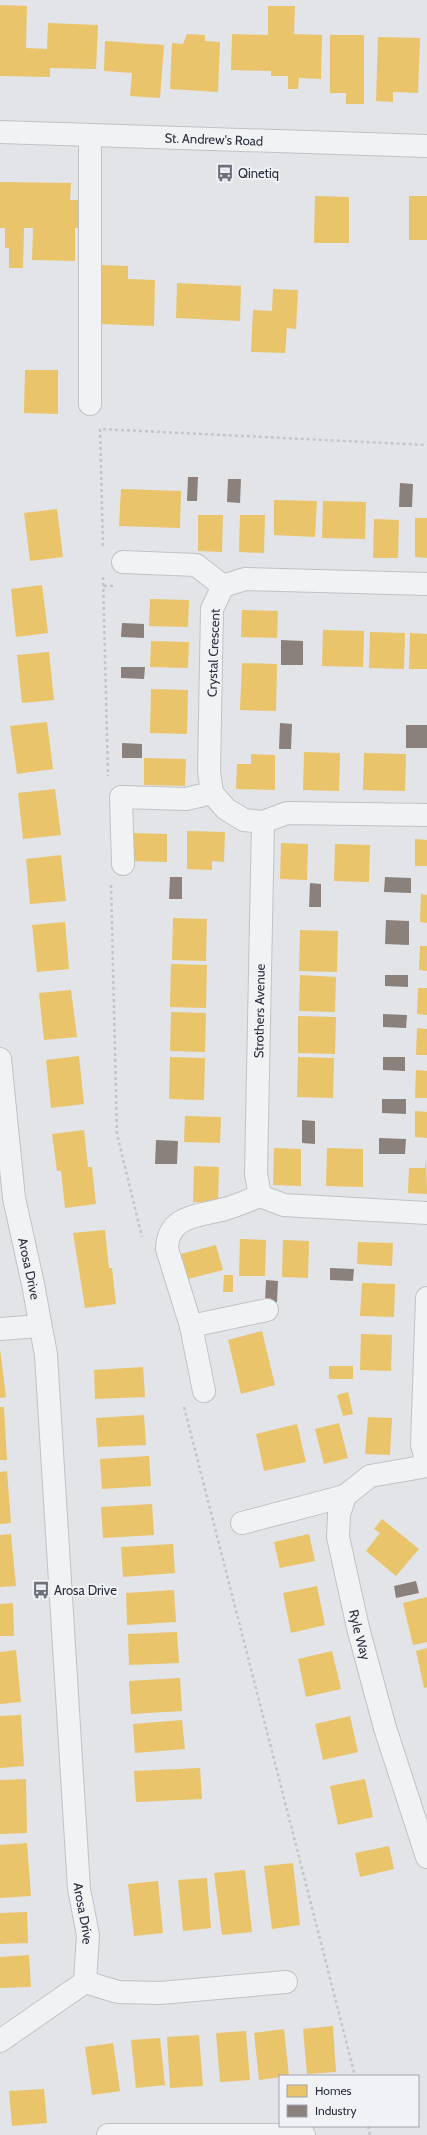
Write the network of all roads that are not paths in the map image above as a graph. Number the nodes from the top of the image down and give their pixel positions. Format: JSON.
{"nodes":[{"id":1,"x":0,"y":132,"type":"edge"},
{"id":2,"x":90,"y":135,"type":"junction"},
{"id":3,"x":427,"y":146,"type":"edge"},
{"id":4,"x":90,"y":404,"type":"dead end"},
{"id":5,"x":123,"y":562,"type":"dead end"},
{"id":6,"x":427,"y":584,"type":"edge"},
{"id":7,"x":223,"y":586,"type":"junction"},
{"id":8,"x":212,"y":793,"type":"junction"},
{"id":9,"x":427,"y":815,"type":"edge"},
{"id":10,"x":263,"y":822,"type":"junction"},
{"id":11,"x":117,"y":872,"type":"road end"},
{"id":12,"x":0,"y":1059,"type":"edge"},
{"id":13,"x":260,"y":1196,"type":"junction"},
{"id":14,"x":427,"y":1213,"type":"edge"},
{"id":15,"x":427,"y":1298,"type":"edge"},
{"id":16,"x":267,"y":1310,"type":"dead end"},
{"id":17,"x":40,"y":1326,"type":"junction"},
{"id":18,"x":191,"y":1326,"type":"junction"},
{"id":19,"x":0,"y":1329,"type":"edge"},
{"id":20,"x":204,"y":1391,"type":"dead end"},
{"id":21,"x":427,"y":1463,"type":"edge"},
{"id":22,"x":427,"y":1466,"type":"edge"},
{"id":23,"x":345,"y":1496,"type":"junction"},
{"id":24,"x":242,"y":1523,"type":"dead end"},
{"id":25,"x":427,"y":1857,"type":"edge"},
{"id":26,"x":85,"y":1982,"type":"junction"},
{"id":27,"x":286,"y":1982,"type":"dead end"},
{"id":28,"x":0,"y":2041,"type":"edge"},
{"id":29,"x":108,"y":2135,"type":"edge"},
{"id":30,"x":304,"y":2135,"type":"edge"}],
"edges":[{"from":1,"to":2,"type":"street","name":"St. Andrew's Road"},
{"from":2,"to":3,"type":"street","name":"St. Andrew's Road"},
{"from":2,"to":4,"type":"street"},
{"from":5,"to":7,"type":"street"},
{"from":6,"to":7,"type":"street"},
{"from":7,"to":8,"type":"street","name":"Crystal Crescent"},
{"from":8,"to":10,"type":"street"},
{"from":8,"to":11,"type":"street"},
{"from":9,"to":10,"type":"street"},
{"from":10,"to":13,"type":"street","name":"Strothers Avenue"},
{"from":12,"to":17,"type":"street","name":"Arosa Drive"},
{"from":13,"to":14,"type":"street"},
{"from":13,"to":18,"type":"street"},
{"from":15,"to":21,"type":"street"},
{"from":16,"to":18,"type":"street"},
{"from":17,"to":19,"type":"street"},
{"from":17,"to":26,"type":"street","name":"Arosa Drive"},
{"from":18,"to":20,"type":"street"},
{"from":22,"to":23,"type":"street"},
{"from":23,"to":24,"type":"street"},
{"from":23,"to":25,"type":"street","name":"Ryle Way"},
{"from":26,"to":27,"type":"street"},
{"from":26,"to":28,"type":"street"},
{"from":29,"to":30,"type":"street"}]}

= = = = = = =

### [Directions for this task]
Write every entry again exactly as given, skipping the pictures.

### [The completed task]
Write the network of all roads that are not paths in the map image above as a graph. Number the nodes from the top of the image down and give their pixel positions. Format: JSON.
{"nodes":[{"id":1,"x":0,"y":132,"type":"edge"},
{"id":2,"x":90,"y":135,"type":"junction"},
{"id":3,"x":427,"y":146,"type":"edge"},
{"id":4,"x":90,"y":404,"type":"dead end"},
{"id":5,"x":123,"y":562,"type":"dead end"},
{"id":6,"x":427,"y":584,"type":"edge"},
{"id":7,"x":223,"y":586,"type":"junction"},
{"id":8,"x":212,"y":793,"type":"junction"},
{"id":9,"x":427,"y":815,"type":"edge"},
{"id":10,"x":263,"y":822,"type":"junction"},
{"id":11,"x":117,"y":872,"type":"road end"},
{"id":12,"x":0,"y":1059,"type":"edge"},
{"id":13,"x":260,"y":1196,"type":"junction"},
{"id":14,"x":427,"y":1213,"type":"edge"},
{"id":15,"x":427,"y":1298,"type":"edge"},
{"id":16,"x":267,"y":1310,"type":"dead end"},
{"id":17,"x":40,"y":1326,"type":"junction"},
{"id":18,"x":191,"y":1326,"type":"junction"},
{"id":19,"x":0,"y":1329,"type":"edge"},
{"id":20,"x":204,"y":1391,"type":"dead end"},
{"id":21,"x":427,"y":1463,"type":"edge"},
{"id":22,"x":427,"y":1466,"type":"edge"},
{"id":23,"x":345,"y":1496,"type":"junction"},
{"id":24,"x":242,"y":1523,"type":"dead end"},
{"id":25,"x":427,"y":1857,"type":"edge"},
{"id":26,"x":85,"y":1982,"type":"junction"},
{"id":27,"x":286,"y":1982,"type":"dead end"},
{"id":28,"x":0,"y":2041,"type":"edge"},
{"id":29,"x":108,"y":2135,"type":"edge"},
{"id":30,"x":304,"y":2135,"type":"edge"}],
"edges":[{"from":1,"to":2,"type":"street","name":"St. Andrew's Road"},
{"from":2,"to":3,"type":"street","name":"St. Andrew's Road"},
{"from":2,"to":4,"type":"street"},
{"from":5,"to":7,"type":"street"},
{"from":6,"to":7,"type":"street"},
{"from":7,"to":8,"type":"street","name":"Crystal Crescent"},
{"from":8,"to":10,"type":"street"},
{"from":8,"to":11,"type":"street"},
{"from":9,"to":10,"type":"street"},
{"from":10,"to":13,"type":"street","name":"Strothers Avenue"},
{"from":12,"to":17,"type":"street","name":"Arosa Drive"},
{"from":13,"to":14,"type":"street"},
{"from":13,"to":18,"type":"street"},
{"from":15,"to":21,"type":"street"},
{"from":16,"to":18,"type":"street"},
{"from":17,"to":19,"type":"street"},
{"from":17,"to":26,"type":"street","name":"Arosa Drive"},
{"from":18,"to":20,"type":"street"},
{"from":22,"to":23,"type":"street"},
{"from":23,"to":24,"type":"street"},
{"from":23,"to":25,"type":"street","name":"Ryle Way"},
{"from":26,"to":27,"type":"street"},
{"from":26,"to":28,"type":"street"},
{"from":29,"to":30,"type":"street"}]}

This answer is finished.